Neurochem Res. 1995 Feb;20(2):129-35. doi: 10.1007/BF00970536.
In order to examine the molecular basis for regional variation in expression of brain acetylcholinesterase (AChE), an assay using reverse transcription and polymerase chain reaction (RT-PCR) was developed to measure steady state levels of AChE mRNA. The amplification method was designed to be specific for templates derived from AChE mRNA and to avoid potential artifacts induced by the presence of genomic DNA. RT-PCR made it possible to assay AChE mRNA in milligram samples from different regions of the rat brain. Determinations by RT-PCR were faster and more sensitive than Northern blotting. The results, including a surprisingly low level of AChE mRNA in the caudate nucleus, agreed with earlier observations by Northern blot and in-situ hybridization. Quantitative RT-PCR may be useful in future studies on developmental and physiological regulation of AChE expression in the brain.

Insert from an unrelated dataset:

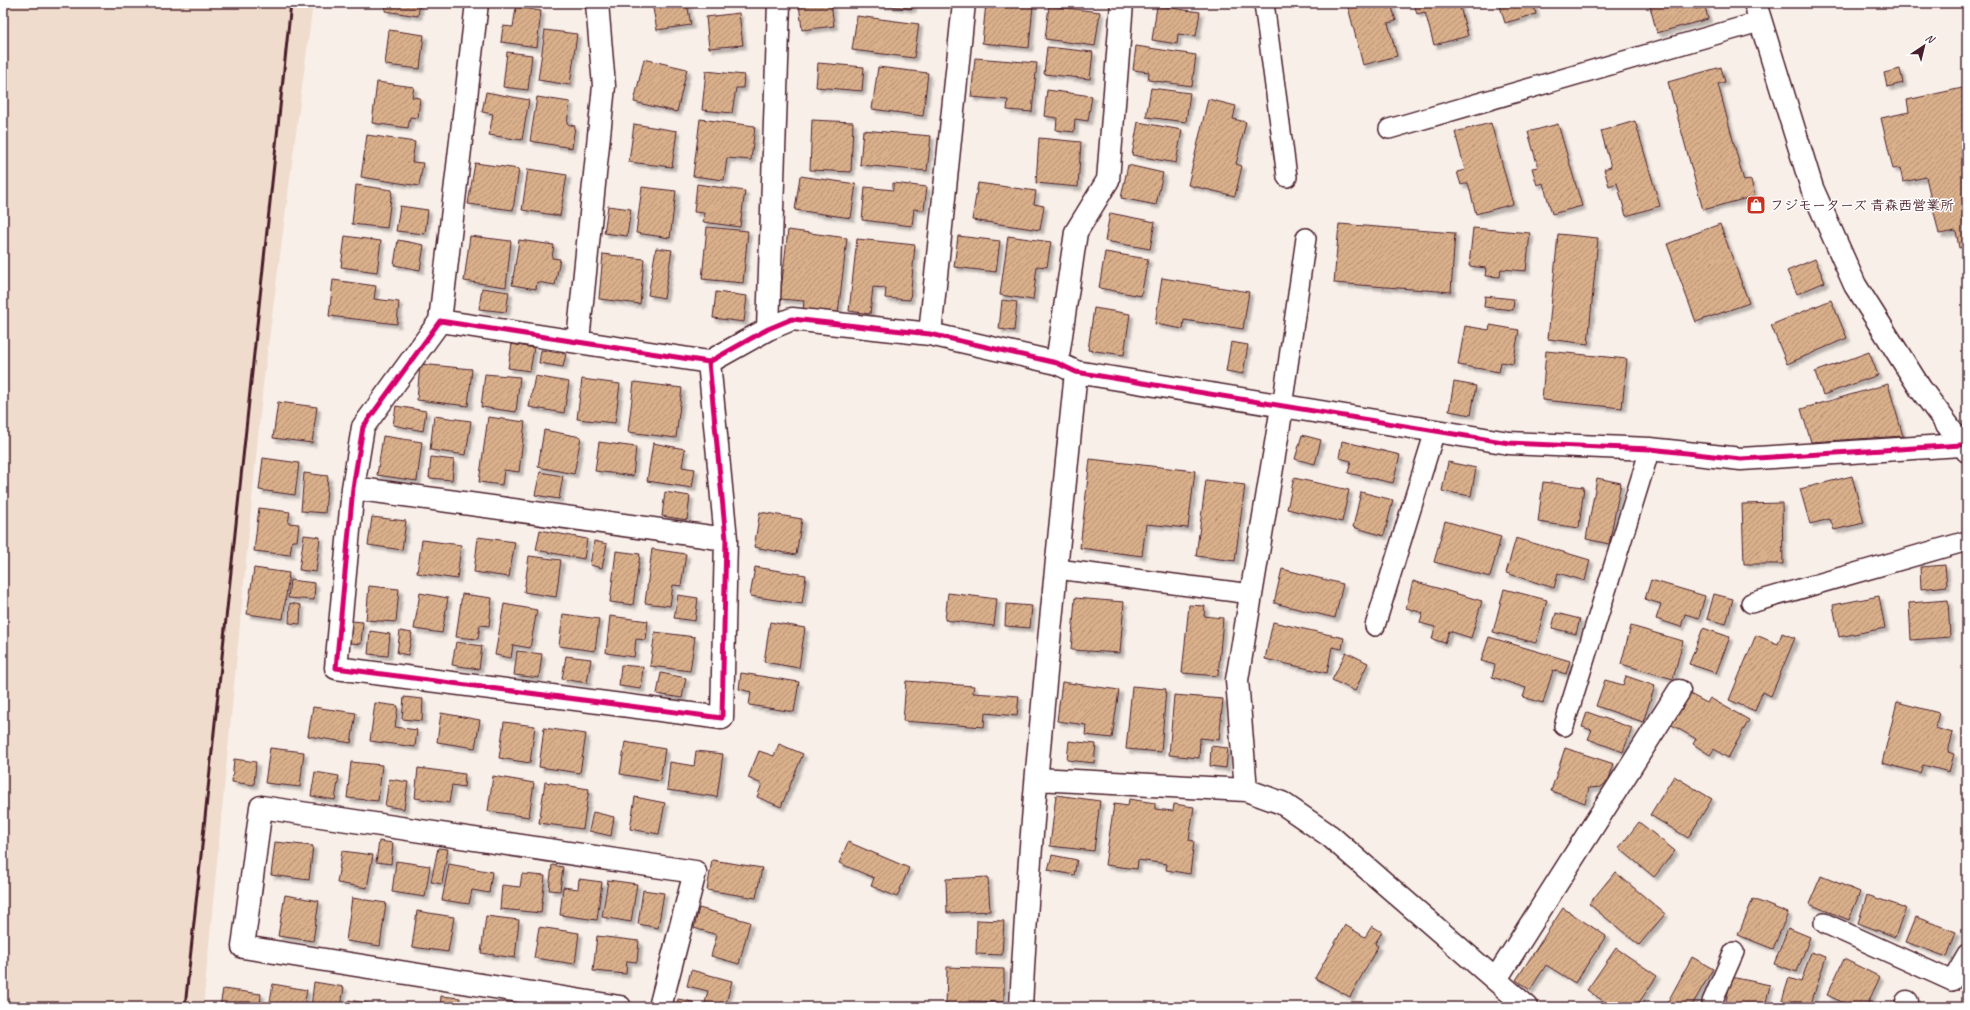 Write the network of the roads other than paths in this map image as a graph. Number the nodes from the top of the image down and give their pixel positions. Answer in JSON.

为了研究脑乙酰胆碱酯酶(AChE)表达区域差异的分子基础,开发了一种使用逆转录和聚合酶链反应(RT-PCR)的检测方法来测量AChE mRNA的稳态水平。该扩增方法设计为对源自AChE mRNA的模板具有特异性,并避免基因组DNA的存在引起的潜在假象。RT-PCR使得能够检测来自大鼠脑不同区域的毫克级样品中的AChE mRNA。通过RT-PCR进行的测定比Northern印迹更快且更灵敏。结果,包括尾状核中AChE mRNA水平出奇的低,与早期Northern印迹和原位杂交的观察结果一致。定量RT-PCR可能在未来关于脑中AChE表达的发育和生理调节的研究中有用。